L’évolution des dinosaures vers des tailles colossales a toujours fasciné les paléontologues. Une nouvelle recherche menée par l’Université de Bristol apporte des éléments de réponse en étudiant un ancêtre clé des sauropodes, le Thecodontosaurus antiquus. Les fossiles de cet animal, découvert en Angleterre, présentent des marques musculaires exceptionnellement bien conservées, offrant un aperçu unique des adaptations qui ont conduit à l’apparition des géants du Mésozoïque.
Le Thecodontosaurus, qui vivait pendant le Trias, était un dinosaure bipède de taille modeste. Bien que découvert dès 1836, il continue de révéler des informations précieuses sur les premiers dinosaures. L’équipe de recherche a utilisé une analyse détaillée de la structure musculaire des fossiles pour reconstituer le mode de déplacement de cet animal. Ils ont constaté qu’il était agile et possédait une démarche différente de celle des sauropodes, connus pour leur lourdeur et leur lenteur.

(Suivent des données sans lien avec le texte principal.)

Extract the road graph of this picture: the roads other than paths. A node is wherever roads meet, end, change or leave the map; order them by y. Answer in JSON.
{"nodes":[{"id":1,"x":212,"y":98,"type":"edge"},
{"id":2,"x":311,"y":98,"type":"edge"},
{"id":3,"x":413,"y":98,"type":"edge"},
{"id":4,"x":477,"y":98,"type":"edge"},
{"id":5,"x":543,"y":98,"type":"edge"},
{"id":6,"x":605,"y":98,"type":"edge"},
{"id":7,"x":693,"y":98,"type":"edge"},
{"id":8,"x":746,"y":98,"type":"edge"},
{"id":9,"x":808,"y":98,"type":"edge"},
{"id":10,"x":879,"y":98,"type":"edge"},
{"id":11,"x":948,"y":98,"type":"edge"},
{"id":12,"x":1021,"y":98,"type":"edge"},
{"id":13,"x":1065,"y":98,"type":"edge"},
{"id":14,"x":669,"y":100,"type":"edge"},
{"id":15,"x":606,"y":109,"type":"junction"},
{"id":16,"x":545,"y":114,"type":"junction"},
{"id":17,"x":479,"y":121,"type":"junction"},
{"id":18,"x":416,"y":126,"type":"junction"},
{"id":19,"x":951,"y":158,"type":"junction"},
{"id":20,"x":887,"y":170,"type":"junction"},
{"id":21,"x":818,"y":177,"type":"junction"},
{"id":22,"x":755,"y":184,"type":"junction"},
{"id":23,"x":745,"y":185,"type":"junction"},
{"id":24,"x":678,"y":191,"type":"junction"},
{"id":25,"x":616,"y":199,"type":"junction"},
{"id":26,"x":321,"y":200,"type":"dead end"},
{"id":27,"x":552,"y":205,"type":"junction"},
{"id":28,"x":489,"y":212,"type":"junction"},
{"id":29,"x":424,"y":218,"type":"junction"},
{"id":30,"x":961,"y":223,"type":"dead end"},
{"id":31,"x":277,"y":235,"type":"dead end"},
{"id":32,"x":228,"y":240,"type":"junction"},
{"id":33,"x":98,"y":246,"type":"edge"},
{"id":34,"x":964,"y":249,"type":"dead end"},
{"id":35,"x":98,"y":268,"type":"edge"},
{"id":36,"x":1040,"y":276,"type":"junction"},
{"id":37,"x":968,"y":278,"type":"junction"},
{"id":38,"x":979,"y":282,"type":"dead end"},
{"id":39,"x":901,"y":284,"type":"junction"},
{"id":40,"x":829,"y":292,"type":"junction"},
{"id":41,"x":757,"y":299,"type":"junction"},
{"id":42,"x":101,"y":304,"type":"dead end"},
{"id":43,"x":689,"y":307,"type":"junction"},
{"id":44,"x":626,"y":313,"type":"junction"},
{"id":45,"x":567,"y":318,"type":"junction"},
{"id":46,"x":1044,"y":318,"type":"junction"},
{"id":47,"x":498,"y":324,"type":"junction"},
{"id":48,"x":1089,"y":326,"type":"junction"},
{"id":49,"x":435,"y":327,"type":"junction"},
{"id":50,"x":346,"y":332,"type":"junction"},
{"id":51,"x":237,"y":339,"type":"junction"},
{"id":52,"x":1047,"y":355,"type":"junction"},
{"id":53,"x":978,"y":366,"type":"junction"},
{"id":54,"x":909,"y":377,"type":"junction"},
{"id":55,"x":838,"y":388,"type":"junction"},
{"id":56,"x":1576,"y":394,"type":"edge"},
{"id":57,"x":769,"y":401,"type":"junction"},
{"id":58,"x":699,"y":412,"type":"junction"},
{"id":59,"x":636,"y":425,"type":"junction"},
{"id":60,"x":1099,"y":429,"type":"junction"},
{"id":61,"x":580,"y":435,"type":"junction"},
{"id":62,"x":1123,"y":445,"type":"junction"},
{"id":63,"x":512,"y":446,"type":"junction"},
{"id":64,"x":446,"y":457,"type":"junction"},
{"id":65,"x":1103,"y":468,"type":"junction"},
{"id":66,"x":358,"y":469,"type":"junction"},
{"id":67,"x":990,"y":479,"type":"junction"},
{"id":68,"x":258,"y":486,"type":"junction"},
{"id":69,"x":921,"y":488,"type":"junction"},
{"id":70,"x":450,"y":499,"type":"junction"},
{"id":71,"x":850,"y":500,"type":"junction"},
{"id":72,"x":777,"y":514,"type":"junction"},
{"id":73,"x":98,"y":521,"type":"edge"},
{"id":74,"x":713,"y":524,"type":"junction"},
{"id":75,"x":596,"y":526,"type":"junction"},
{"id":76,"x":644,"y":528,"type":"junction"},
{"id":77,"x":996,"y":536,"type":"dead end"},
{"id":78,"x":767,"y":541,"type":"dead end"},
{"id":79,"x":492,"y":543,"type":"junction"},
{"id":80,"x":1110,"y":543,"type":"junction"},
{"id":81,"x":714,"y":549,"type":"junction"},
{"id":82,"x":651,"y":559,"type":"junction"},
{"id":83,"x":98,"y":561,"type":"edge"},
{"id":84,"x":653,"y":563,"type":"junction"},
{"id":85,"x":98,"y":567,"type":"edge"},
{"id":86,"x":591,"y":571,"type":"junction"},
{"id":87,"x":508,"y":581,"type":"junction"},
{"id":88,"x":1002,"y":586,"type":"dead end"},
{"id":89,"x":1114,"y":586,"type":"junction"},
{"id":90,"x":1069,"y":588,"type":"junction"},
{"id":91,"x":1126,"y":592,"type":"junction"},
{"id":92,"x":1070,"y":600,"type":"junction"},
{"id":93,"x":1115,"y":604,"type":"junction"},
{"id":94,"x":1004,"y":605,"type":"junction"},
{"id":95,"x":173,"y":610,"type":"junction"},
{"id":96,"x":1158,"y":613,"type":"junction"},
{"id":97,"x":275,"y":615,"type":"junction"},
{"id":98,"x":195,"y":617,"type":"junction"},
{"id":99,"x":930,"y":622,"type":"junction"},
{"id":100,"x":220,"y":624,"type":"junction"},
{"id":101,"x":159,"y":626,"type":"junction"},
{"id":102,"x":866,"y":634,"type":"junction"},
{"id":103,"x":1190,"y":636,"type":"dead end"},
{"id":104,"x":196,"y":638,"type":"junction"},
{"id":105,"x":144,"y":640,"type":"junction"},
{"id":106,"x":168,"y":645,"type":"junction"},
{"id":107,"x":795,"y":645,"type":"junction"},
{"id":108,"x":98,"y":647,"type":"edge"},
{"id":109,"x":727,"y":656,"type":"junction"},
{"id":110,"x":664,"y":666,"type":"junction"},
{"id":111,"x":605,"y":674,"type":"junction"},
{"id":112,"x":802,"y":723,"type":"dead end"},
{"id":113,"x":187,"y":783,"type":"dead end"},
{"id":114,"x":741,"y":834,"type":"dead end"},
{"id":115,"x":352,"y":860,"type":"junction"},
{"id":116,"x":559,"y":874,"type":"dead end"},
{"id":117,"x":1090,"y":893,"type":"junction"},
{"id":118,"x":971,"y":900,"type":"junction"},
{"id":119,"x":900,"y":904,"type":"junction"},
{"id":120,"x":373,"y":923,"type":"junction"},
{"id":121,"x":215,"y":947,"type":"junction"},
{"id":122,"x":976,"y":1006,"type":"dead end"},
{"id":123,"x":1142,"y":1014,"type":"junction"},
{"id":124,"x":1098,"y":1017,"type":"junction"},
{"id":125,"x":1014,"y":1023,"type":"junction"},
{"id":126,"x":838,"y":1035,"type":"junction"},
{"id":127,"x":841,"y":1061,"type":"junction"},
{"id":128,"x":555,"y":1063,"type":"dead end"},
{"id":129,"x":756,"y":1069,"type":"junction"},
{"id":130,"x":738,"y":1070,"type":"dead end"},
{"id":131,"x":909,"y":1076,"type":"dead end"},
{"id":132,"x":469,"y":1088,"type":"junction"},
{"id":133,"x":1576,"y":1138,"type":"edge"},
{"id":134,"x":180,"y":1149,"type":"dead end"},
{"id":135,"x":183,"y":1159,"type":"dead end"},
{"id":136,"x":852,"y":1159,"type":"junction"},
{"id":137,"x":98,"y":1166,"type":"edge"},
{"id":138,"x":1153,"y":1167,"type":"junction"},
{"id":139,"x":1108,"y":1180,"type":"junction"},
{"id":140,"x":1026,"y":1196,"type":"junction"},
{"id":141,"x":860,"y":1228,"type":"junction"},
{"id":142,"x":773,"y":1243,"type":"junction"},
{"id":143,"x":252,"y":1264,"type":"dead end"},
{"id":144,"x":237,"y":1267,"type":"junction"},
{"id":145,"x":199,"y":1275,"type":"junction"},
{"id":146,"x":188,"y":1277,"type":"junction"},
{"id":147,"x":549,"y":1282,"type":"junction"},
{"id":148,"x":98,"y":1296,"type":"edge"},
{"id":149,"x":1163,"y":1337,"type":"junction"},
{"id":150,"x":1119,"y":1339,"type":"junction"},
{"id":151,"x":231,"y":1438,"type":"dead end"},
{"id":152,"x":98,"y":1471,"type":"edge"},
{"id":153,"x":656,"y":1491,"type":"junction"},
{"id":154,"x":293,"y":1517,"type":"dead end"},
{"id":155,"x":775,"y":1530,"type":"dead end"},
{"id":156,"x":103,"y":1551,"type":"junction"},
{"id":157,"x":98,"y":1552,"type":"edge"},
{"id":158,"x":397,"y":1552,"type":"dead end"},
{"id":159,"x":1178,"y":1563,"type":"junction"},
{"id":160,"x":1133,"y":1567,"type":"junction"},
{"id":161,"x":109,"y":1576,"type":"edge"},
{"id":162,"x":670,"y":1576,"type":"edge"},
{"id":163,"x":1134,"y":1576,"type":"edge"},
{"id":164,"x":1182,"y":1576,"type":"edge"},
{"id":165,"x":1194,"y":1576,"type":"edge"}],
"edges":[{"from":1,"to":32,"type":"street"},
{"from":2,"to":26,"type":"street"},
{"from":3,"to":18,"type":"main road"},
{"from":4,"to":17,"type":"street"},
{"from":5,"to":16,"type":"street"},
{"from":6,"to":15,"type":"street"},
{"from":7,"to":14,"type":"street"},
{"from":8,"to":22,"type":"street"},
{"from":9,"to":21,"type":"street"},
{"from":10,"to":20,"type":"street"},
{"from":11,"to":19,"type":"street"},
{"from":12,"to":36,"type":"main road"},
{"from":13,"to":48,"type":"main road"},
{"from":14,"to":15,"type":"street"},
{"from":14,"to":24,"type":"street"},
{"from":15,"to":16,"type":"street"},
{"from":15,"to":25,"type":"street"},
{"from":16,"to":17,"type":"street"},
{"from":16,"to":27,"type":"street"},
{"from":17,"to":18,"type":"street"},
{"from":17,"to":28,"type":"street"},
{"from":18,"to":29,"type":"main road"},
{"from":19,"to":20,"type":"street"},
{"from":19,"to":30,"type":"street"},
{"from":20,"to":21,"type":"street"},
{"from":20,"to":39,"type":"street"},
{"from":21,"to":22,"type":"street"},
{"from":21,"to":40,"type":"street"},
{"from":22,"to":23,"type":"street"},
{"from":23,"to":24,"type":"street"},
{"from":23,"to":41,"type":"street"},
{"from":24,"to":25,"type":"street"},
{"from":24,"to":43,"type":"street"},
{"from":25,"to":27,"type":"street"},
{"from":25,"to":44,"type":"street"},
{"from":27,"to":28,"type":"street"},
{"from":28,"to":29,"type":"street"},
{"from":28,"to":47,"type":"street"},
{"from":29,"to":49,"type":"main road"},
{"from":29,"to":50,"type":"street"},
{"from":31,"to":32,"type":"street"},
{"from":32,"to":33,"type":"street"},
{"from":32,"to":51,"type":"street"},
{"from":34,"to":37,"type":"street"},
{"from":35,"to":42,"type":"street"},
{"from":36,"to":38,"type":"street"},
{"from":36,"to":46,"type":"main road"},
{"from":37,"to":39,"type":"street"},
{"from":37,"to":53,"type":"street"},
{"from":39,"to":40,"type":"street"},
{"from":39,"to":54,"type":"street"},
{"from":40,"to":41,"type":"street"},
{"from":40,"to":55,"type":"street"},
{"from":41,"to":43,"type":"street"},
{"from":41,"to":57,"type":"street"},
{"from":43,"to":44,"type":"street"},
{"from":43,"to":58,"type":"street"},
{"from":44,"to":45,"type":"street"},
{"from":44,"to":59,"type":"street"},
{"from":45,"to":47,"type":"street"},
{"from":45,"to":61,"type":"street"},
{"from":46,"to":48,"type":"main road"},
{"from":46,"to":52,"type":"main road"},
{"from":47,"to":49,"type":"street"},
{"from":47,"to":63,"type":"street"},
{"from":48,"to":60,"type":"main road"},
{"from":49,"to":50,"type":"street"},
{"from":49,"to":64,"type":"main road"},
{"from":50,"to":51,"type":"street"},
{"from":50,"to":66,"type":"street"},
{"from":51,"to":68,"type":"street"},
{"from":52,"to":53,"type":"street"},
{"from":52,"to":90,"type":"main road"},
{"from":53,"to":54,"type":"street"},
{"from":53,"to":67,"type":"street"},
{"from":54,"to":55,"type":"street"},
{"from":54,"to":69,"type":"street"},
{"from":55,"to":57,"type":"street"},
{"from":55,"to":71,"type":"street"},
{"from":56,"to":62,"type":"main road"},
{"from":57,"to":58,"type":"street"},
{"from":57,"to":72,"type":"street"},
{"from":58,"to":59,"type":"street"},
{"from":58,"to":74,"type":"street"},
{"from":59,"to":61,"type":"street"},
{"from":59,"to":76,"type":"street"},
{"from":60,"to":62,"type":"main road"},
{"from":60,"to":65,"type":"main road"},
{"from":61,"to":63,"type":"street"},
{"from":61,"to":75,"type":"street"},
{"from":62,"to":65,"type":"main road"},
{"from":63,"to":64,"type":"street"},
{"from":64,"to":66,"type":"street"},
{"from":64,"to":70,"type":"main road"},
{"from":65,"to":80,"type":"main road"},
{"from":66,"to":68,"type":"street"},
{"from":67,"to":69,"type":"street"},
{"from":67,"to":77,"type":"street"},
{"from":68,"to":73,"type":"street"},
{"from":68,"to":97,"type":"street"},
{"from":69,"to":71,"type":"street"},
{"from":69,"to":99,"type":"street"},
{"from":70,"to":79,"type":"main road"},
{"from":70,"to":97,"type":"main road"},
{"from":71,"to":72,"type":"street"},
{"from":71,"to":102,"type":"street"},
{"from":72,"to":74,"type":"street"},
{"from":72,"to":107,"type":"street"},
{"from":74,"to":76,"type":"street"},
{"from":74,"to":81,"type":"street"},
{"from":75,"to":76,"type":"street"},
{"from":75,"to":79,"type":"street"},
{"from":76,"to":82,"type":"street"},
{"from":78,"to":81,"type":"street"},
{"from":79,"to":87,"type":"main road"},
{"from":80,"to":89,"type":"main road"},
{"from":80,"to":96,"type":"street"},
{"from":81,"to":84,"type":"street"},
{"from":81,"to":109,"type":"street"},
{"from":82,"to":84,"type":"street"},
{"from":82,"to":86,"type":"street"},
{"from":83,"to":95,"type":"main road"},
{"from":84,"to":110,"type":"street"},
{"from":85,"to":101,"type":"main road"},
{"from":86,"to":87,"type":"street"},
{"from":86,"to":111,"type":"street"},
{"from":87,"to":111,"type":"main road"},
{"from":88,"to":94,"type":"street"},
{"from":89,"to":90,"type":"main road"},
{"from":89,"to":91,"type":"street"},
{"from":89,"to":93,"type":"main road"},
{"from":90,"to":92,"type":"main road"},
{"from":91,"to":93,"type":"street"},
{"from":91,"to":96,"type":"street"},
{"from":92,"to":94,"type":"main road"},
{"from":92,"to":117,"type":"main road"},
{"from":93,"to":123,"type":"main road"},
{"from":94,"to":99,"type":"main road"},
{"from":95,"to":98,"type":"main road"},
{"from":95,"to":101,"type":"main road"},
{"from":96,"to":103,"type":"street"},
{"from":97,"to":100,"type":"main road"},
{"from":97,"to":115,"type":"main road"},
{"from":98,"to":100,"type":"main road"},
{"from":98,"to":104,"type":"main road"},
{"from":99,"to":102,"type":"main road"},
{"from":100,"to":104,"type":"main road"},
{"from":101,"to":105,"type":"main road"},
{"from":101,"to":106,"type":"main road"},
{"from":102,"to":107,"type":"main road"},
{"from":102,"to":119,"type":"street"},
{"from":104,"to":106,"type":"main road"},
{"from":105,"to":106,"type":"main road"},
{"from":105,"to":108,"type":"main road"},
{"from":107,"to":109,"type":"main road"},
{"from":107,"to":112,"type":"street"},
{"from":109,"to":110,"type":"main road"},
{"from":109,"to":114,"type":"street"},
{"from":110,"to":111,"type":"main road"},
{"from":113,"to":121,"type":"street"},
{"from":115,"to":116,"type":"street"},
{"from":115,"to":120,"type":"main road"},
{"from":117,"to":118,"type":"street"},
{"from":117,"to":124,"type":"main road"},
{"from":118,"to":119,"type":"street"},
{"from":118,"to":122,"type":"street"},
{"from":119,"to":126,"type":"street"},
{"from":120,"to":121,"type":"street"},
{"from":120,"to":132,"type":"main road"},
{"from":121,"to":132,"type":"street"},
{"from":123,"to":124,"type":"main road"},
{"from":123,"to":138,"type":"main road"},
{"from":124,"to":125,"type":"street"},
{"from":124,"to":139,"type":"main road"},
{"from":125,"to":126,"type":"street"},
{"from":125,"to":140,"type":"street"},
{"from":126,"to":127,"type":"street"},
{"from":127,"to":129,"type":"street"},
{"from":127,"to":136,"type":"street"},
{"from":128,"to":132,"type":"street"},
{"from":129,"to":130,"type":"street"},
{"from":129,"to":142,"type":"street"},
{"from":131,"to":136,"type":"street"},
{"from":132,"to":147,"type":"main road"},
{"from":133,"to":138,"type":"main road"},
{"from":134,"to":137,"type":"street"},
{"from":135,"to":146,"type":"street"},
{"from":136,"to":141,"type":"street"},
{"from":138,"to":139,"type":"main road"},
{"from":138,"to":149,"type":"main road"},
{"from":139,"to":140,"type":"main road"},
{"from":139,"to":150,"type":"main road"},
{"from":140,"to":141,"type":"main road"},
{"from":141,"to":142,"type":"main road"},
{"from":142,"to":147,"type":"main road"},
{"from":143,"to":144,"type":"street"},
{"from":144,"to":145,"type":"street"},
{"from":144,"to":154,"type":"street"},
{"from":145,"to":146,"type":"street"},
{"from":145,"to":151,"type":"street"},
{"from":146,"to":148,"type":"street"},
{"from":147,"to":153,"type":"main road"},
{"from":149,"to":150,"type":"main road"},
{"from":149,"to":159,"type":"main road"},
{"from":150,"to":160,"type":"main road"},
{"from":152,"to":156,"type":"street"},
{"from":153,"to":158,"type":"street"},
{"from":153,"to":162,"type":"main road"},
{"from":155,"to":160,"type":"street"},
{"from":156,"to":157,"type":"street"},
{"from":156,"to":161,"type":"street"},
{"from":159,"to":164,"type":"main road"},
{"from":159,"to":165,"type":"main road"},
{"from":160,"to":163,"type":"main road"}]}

Selon Antonio Ballell, doctorant à l’École des sciences de la Terre de l’Université de Bristol et auteur principal de l’étude, la collection de fossiles de Thecodontosaurus conservée par l’université est particulièrement riche et bien préservée. Il explique que les marques et les surfaces rugueuses observées sur les os indiquent l’emplacement des insertions musculaires des membres. Ces détails sont cruciaux pour estimer la forme et la direction des muscles et comprendre comment ils fonctionnaient.
« Les nombreux fossiles que nous possédons présentent encore des marques et des surfaces rugueuses sur les os, signes de l’endroit où les muscles des jambes étaient autrefois attachés. Cette caractéristique est considérée comme très importante car elle aide les scientifiques à estimer la forme et la direction des muscles des jambes. »
Antonio Ballell, doctorant à l’École des sciences de la Terre de l’Université de Bristol
Cette étude, publiée dans la revue Science ouverte de la Royal Society (“Marcher avec les premiers dinosaures : myologie appendiculaire du sauropodomorphe du Trias supérieur, Thecodontosaurus antiquus.”), fournit une reconstruction détaillée des muscles des membres du Thecodontosaurus, illustrant leur rôle dans le mouvement de cet animal ancien. Elle contribue ainsi à éclairer les mécanismes évolutifs qui ont permis à certains dinosaures d’atteindre des proportions gigantesques.
Les résultats de cette recherche ouvrent de nouvelles perspectives sur la compréhension de l’évolution des dinosaures et de leur adaptation à différents environnements.